If you live with a feline four-legged buddy, you might notice them periodically glancing at your treats.
Most cat owners are aware that things like chocolate and grapes are harmful to cats, so you may want to rethink feeding them fried chicken, doughnuts, or cream cakes if they are particularly fatty. However, can you share the food you’re eating with your furry friend if it’s somewhat nutritious and nontoxic?
Perhaps your cat could eat some turkey as it is a good example of a food that is both nutritious for humans and harmless to cats? You’re right that cats can eat turkey, but there are a few things to keep in mind before giving your cat a bite.
Nutritional Facts About Turkey
Turkey is relatively low in calories and fat, and contains no sugars or carbohydrates. It has many B vitamins, including vitamins B3, B6, and B12, and contains selenium (vitamin E). It’s also a great source of minerals like phosphorus, sodium, potassium, zinc, and magnesium.
On the other hand, it doesn’t contain any dietary fiber, which your kitty needs to keep their gut and stools healthy.
Advantages Of Turkey For Cats
From the table of nutritional stats, it’s easy to see that turkey is an excellent option if you want to treat your feline friend to something tasty but nutritious. The low calorie count and the lack of fat and sugars mean you won’t end up with a podgy pussycat.
Therefore, they won’t be at high risk of health conditions associated with obesity, like diabetes, heart disease, and arthritis.
Cats need animal protein in their diet because they are obligate carnivores. Turkey breasts are high in protein, and your favorite feline needs protein for growth and to keep their tissues healthy. The protein will also help keep them feeling fuller for longer, meaning they’re less likely to beg for extra tidbits!
The B vitamins in turkey are helpful for many functions in your cat’s body, including cell communication, energy production, nerve signals, and red blood cell production. The spectrum of minerals within turkey meat will help keep your cat’s bones and teeth healthy and regulate their growth and metabolism.
How Much Turkey Can A Cat Eat?
If your cat hasn’t tried turkey before, it’s best to start with a small amount. Otherwise, you risk giving them a tummy upset, and no one wants to be cleaning up piles of vomit or diarrhea!
First, give a small piece of plain, cooked turkey breast, ensuring that the turkey skin and any turkey bones are removed.
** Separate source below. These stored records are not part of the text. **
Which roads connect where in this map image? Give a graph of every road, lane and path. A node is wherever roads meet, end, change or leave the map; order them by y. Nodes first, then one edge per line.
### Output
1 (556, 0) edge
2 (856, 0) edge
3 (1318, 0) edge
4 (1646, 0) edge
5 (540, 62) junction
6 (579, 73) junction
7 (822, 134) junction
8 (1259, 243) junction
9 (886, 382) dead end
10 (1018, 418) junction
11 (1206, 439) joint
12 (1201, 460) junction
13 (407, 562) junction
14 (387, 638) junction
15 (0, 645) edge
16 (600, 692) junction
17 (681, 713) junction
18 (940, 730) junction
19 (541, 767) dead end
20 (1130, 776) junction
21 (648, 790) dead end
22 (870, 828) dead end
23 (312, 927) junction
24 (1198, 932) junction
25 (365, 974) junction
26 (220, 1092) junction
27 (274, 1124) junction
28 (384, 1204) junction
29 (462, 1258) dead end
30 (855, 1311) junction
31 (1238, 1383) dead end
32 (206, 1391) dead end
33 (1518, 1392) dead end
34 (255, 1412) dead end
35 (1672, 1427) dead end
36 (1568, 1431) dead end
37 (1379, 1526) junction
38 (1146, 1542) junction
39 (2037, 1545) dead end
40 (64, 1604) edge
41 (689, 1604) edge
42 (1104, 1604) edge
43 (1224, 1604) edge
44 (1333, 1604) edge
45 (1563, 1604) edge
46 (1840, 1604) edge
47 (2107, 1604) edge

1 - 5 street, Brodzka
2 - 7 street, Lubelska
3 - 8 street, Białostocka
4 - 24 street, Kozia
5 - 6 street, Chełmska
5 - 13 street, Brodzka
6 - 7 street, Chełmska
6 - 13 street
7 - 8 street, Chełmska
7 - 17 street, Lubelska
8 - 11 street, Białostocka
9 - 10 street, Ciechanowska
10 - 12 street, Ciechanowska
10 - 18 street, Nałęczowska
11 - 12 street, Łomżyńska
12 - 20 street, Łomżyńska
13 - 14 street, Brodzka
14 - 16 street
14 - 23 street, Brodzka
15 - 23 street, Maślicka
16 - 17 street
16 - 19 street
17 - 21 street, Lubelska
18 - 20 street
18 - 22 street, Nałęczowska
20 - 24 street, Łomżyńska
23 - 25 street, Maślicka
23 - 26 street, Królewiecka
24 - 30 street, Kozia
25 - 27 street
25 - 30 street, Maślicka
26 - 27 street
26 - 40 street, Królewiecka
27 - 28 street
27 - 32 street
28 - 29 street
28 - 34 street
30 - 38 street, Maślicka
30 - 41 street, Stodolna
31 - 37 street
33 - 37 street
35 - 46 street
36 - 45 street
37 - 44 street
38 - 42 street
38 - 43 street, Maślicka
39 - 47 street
A bit the size of the tip of your little finger should be plenty. If your purrfect pal seems to enjoy it and they don’t show any adverse symptoms over the next couple of days, you can try giving a little more. Still, giving two or three pieces of turkey the size of your thumbnail should be more than enough for one sitting!
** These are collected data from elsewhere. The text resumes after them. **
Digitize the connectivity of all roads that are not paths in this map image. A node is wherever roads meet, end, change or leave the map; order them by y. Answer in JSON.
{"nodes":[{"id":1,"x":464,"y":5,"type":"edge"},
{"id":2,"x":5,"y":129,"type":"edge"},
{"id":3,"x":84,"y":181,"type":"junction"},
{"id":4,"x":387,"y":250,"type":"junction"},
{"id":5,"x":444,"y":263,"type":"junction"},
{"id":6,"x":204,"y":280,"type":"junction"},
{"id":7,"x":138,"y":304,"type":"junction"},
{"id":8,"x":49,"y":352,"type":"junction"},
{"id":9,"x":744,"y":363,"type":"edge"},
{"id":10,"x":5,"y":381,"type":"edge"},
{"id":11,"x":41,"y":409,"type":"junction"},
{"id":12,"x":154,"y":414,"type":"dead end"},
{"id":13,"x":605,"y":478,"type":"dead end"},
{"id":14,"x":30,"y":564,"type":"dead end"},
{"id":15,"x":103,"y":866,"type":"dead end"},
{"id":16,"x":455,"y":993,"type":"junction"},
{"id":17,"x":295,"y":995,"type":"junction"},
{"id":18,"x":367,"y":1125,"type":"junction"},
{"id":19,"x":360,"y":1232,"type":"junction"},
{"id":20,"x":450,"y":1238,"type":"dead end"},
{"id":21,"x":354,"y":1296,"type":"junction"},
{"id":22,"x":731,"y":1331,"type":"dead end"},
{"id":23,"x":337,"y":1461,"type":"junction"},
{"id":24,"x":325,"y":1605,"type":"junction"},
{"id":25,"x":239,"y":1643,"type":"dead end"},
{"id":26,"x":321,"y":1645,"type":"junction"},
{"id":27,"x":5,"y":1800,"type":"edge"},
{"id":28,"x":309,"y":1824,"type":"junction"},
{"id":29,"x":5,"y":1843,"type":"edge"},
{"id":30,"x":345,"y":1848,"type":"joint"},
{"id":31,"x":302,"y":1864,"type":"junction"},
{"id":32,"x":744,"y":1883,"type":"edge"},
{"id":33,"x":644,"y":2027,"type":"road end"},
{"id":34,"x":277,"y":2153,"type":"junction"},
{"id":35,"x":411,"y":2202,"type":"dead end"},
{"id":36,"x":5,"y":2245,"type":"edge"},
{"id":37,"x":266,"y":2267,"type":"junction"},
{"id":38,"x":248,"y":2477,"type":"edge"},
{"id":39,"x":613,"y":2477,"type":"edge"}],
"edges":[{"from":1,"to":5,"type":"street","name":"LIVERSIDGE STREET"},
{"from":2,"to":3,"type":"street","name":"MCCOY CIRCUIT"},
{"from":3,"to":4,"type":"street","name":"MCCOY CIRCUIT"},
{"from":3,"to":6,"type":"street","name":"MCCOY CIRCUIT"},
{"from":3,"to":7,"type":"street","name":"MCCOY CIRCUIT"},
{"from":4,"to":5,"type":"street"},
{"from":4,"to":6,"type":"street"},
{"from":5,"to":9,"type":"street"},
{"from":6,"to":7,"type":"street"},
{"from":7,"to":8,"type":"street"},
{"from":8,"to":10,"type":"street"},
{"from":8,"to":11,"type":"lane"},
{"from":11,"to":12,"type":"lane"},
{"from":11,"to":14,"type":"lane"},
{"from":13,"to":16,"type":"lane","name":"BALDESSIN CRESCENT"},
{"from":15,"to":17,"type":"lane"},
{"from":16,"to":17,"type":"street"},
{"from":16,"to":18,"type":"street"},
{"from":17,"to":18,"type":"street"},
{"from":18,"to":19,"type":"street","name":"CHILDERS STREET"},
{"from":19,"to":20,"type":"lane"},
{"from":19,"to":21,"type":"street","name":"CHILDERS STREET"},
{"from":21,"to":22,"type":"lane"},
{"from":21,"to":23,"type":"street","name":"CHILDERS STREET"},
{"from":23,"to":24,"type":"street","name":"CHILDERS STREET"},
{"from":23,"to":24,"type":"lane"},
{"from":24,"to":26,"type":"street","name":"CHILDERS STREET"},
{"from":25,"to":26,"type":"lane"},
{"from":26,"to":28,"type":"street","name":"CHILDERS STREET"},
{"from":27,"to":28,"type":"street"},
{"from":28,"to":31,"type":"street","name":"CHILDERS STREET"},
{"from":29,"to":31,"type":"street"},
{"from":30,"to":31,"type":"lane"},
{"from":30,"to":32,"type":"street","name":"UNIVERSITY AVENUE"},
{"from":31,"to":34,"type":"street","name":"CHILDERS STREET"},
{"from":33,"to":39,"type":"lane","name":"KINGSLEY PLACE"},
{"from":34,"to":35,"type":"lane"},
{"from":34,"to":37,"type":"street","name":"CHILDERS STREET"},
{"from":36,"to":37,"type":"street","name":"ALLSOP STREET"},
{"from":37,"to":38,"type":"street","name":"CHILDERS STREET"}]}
If you’re using ground turkey breast rather than slices, try to estimate a similarly small amount.
How Often Can A Cat Eat Turkey?
The mainstay of a cat’s diet should be their nutritionally complete cat food. Whether it’s wet, dry, or a bit of both, complete cat food is finely tuned to contain the balance of nutrients that your cat needs to keep looking and feeling their best.
So, the last thing you want to do as a pet parent is upset this balance with too many treats! Of course, you might think turkey won’t do much harm because it’s healthy, but even healthy foods taking the place of specialist cat food could lead to nutritional deficiencies or make your cat unwell.
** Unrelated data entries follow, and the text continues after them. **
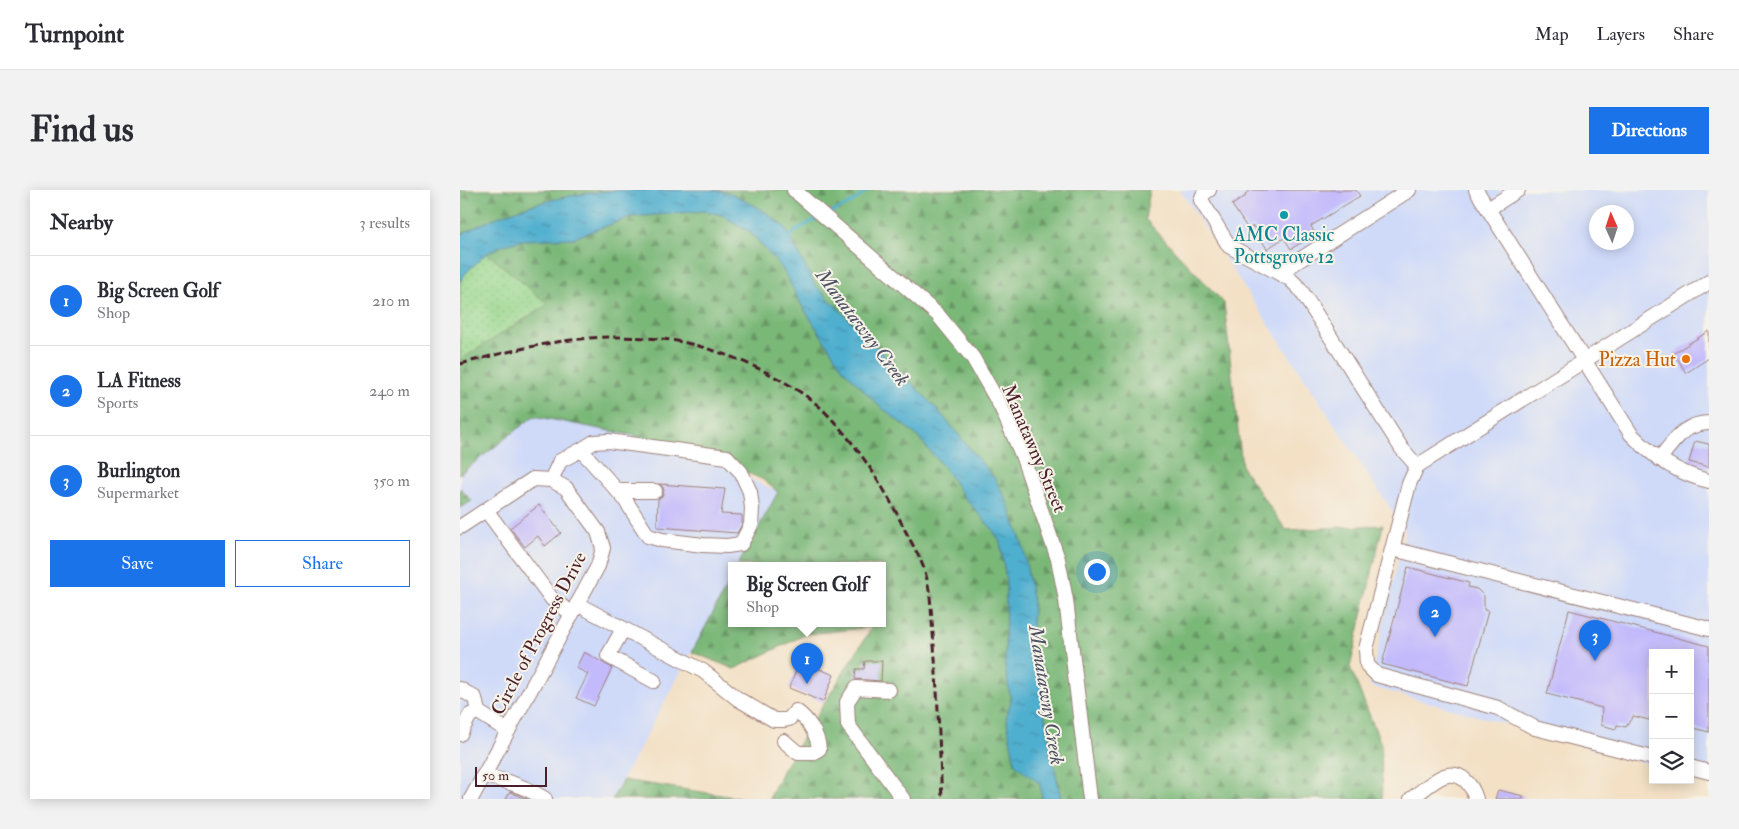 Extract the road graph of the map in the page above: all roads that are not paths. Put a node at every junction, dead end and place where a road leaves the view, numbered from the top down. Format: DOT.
graph roads {
  1 [pos="794,190"];
  2 [pos="1209,190"];
  3 [pos="1409,190"];
  4 [pos="1476,190"];
  5 [pos="1518,190"];
  6 [pos="1488,209"];
  7 [pos="1279,273"];
  8 [pos="1709,282"];
  9 [pos="1584,360"];
  10 [pos="1709,423"];
  11 [pos="582,450"];
  12 [pos="1659,459"];
  13 [pos="1417,466"];
  14 [pos="551,480"];
  15 [pos="1709,481"];
  16 [pos="618,491"];
  17 [pos="655,491"];
  18 [pos="486,510"];
  19 [pos="460,527"];
  20 [pos="1393,549"];
  21 [pos="575,609"];
  22 [pos="623,629"];
  23 [pos="1709,629"];
  24 [pos="654,681"];
  25 [pos="460,689"];
  26 [pos="889,690"];
  27 [pos="478,712"];
  28 [pos="508,731"];
  29 [pos="460,734"];
  30 [pos="784,741"];
  31 [pos="1649,757"];
  32 [pos="1694,768"];
  33 [pos="1709,772"];
  34 [pos="483,776"];
  35 [pos="471,799"];
  36 [pos="545,799"];
  37 [pos="903,799"];
  38 [pos="1090,799"];
  39 [pos="1411,799"];
  40 [pos="1476,799"];
  1 -- 38 [label="street, Manatawny Street"];
  2 -- 7 [label="street"];
  3 -- 7 [label="street"];
  4 -- 6 [label="street"];
  5 -- 6 [label="street"];
  6 -- 9 [label="street"];
  7 -- 13 [label="street"];
  8 -- 9 [label="street"];
  9 -- 12 [label="street"];
  9 -- 13 [label="street"];
  10 -- 12 [label="street"];
  11 -- 14 [label="street"];
  11 -- 16 [label="street"];
  11 -- 16 [label="street"];
  12 -- 15 [label="street"];
  13 -- 20 [label="street"];
  14 -- 18 [label="street"];
  14 -- 21 [label="street, Circle of Progress Drive"];
  16 -- 17 [label="street"];
  18 -- 19 [label="street"];
  18 -- 21 [label="street"];
  20 -- 23 [label="street"];
  20 -- 31 [label="street"];
  21 -- 22 [label="street"];
  21 -- 28 [label="street, Circle of Progress Drive"];
  22 -- 24 [label="street"];
  22 -- 30 [label="street"];
  25 -- 27 [label="street"];
  26 -- 37 [label="street"];
  27 -- 28 [label="street"];
  27 -- 29 [label="street"];
  28 -- 34 [label="street, Circle of Progress Drive"];
  32 -- 33 [label="street"];
  34 -- 35 [label="street, Circle of Progress Drive"];
  34 -- 36 [label="street"];
  39 -- 40 [label="street"];
}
So, it’s best to stick to the rule of thumb that treats and tidbits shouldn’t account for more than 10% of your cat’s total food intake. As long as your cat doesn’t get much in the way of other treats, you could offer them a small amount of turkey breast once or twice a week.
The Risks Of Eating Turkey For Cats
Turkey is safe for cats to eat as long as it is cooked without seasoning, fats, and oils. Too much salt is bad for your cat, and pepper or chili might upset their stomach, so it’s best to avoid any seasoning or sauces at all.
Boiling or grilling turkey and removing the skin will keep the fat content down to avoid causing your cat a painful episode of pancreatitis.
You should also make sure any turkey you give to your cat is just the meat. Deli turkey and turkey lunch meat are fine, but if you offer the meat from a whole cooked turkey, remove any turkey bones. Turkey necks and turkey giblets can also be a choking hazard or cause a gut blockage, so stick to the breast meat.
You might be tempted to cook a whole dish for your cat, perhaps using turkey liver or turning the turkey breast into a mild curry or casserole.
However, turkey liver is likely to be too rich for your cat and might lead to vomiting, diarrhea, or pancreatitis. Ingredients like onions and garlic are toxic to cats, so offering plain turkey is much safer.
Do Cats Like The Taste Of Turkey?
Every cat is different, but since cats are obligate carnivores, they tend to enjoy the taste of meat, and turkey is no exception. However, if they’re not that fussed, don’t worry. There are plenty of other healthy human foods you can offer cats. Just make sure you do your research first.
If you’re looking for a safe and nutritious human food treat for your cat, look no further than turkey. Just make sure that you only give a small amount and follow the above guidelines to keep your kitty safe and healthy.